WORK REQUIRED :: Find every line of the listing below where "main" appears, and copy it.

DATASET ::

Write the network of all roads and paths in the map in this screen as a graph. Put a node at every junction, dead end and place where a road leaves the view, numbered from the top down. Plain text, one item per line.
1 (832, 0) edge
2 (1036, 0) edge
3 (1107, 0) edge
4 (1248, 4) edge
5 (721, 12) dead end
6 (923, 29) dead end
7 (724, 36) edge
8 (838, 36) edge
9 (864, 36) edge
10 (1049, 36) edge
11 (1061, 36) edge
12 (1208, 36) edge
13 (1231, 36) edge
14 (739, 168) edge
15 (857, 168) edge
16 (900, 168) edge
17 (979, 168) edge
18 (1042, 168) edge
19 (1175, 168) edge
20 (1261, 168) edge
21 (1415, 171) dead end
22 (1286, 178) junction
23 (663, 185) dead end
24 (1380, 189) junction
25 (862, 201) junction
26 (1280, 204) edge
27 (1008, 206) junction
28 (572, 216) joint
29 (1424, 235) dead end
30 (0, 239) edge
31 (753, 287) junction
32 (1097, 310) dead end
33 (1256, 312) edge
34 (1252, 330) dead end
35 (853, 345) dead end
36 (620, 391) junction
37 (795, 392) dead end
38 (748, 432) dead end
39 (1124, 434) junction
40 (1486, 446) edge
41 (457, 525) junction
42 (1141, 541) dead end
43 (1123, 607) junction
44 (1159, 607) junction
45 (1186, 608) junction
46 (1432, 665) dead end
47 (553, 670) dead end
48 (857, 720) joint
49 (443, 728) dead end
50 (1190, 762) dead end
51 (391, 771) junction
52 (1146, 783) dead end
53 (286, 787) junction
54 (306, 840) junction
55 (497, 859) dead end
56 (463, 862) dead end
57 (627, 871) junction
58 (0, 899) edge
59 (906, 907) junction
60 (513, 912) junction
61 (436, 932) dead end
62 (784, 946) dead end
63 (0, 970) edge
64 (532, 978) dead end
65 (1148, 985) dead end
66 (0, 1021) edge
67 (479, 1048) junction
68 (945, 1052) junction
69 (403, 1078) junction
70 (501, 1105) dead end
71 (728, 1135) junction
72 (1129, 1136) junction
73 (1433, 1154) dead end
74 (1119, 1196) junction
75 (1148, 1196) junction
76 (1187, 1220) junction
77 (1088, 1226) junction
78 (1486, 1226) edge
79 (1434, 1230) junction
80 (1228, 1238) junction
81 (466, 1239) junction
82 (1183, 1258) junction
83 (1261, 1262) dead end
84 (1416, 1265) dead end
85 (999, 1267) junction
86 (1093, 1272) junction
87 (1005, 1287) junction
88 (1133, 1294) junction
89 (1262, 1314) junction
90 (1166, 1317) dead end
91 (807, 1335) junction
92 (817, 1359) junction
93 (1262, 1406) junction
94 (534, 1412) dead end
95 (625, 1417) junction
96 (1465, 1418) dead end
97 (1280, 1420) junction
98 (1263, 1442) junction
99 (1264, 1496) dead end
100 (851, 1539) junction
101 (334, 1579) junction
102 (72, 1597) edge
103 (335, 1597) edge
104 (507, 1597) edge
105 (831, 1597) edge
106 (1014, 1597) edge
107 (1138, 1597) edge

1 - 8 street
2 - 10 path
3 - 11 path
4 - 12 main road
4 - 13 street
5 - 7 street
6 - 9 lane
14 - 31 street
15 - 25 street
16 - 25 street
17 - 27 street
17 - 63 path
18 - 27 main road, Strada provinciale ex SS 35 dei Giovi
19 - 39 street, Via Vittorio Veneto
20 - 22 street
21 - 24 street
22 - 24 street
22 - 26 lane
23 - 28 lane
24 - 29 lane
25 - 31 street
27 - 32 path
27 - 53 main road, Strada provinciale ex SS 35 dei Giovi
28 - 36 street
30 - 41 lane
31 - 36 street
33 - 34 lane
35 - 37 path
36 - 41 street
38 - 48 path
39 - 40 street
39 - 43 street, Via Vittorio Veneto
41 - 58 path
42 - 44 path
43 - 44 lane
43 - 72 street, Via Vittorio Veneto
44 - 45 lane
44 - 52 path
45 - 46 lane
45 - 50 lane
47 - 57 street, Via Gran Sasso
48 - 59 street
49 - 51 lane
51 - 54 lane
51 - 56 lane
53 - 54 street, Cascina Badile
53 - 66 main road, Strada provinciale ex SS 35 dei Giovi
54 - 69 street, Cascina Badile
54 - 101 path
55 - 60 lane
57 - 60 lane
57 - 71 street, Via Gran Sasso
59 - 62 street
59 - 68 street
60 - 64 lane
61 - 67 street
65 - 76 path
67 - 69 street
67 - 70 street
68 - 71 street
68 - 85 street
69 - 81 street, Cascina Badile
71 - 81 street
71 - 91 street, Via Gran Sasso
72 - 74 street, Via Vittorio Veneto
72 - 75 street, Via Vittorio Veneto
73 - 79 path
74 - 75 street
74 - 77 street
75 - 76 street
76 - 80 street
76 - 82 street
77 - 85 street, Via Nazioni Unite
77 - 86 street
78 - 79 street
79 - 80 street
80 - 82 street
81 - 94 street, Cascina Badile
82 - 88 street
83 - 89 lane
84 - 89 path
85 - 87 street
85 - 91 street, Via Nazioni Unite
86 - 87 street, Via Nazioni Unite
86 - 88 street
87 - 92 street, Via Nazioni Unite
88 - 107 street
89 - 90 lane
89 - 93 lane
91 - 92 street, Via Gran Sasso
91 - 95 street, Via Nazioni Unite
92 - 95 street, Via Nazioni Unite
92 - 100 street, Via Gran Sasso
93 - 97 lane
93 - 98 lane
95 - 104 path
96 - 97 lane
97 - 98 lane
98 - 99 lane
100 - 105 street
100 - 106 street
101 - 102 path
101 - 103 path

WRITTEN RESPONSE ::
4 - 12 main road
18 - 27 main road, Strada provinciale ex SS 35 dei Giovi
27 - 53 main road, Strada provinciale ex SS 35 dei Giovi
53 - 66 main road, Strada provinciale ex SS 35 dei Giovi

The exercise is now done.